AIM OF THE EXERCISE
Your task is to count the lines of the records that contain "Zamboanga". Answer with the number and nothing else.

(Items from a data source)
BEGIN

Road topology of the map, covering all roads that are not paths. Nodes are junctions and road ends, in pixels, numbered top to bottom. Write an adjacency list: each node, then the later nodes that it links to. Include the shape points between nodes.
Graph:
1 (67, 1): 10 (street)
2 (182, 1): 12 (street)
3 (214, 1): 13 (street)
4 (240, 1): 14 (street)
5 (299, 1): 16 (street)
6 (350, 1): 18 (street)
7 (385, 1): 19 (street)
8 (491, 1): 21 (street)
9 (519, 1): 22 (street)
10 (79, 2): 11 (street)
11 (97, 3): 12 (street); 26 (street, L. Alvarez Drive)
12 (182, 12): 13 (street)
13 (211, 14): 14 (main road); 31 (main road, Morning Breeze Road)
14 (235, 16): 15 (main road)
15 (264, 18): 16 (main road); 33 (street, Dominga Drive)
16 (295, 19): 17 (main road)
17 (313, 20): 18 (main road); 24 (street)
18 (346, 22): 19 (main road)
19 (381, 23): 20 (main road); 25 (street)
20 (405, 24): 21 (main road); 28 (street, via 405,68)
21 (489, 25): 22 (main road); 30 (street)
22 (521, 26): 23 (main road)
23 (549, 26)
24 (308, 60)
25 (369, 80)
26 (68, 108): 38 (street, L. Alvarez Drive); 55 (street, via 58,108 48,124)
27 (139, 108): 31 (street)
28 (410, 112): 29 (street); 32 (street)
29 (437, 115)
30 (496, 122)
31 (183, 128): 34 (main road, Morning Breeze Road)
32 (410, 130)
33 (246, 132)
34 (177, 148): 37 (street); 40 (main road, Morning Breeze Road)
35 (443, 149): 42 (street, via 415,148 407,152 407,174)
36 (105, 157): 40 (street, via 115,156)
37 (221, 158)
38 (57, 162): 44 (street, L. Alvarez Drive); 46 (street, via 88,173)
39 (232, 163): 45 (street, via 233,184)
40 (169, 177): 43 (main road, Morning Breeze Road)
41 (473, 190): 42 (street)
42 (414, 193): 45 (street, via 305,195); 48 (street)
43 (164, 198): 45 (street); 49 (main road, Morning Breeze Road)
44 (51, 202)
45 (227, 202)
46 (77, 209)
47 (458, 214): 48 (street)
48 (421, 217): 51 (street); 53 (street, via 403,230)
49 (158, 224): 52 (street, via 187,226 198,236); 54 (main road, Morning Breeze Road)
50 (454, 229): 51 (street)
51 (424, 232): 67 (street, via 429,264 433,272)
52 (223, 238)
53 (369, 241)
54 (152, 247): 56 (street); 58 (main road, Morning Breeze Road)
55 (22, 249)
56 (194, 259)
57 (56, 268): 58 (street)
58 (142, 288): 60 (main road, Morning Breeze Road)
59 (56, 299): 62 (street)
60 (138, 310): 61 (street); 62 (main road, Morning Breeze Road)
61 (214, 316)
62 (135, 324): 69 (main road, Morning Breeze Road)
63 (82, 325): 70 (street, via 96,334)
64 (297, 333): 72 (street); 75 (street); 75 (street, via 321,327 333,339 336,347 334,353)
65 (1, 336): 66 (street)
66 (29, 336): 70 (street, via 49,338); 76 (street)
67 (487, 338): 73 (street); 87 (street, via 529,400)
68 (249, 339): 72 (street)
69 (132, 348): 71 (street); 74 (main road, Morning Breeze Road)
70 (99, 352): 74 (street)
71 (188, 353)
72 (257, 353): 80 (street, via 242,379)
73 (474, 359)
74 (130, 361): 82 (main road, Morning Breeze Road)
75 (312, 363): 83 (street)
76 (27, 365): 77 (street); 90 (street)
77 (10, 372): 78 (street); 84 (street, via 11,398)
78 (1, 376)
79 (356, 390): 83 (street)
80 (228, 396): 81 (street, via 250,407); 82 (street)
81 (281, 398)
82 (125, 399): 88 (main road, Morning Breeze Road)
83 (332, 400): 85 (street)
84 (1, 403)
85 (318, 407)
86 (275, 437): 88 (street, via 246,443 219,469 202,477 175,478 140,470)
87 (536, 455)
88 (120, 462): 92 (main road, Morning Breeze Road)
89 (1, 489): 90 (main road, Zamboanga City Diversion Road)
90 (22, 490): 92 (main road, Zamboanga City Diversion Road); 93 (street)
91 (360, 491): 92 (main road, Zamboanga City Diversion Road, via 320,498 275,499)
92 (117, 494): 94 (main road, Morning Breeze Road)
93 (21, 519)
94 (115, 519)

END

WRITTEN RESPONSE
3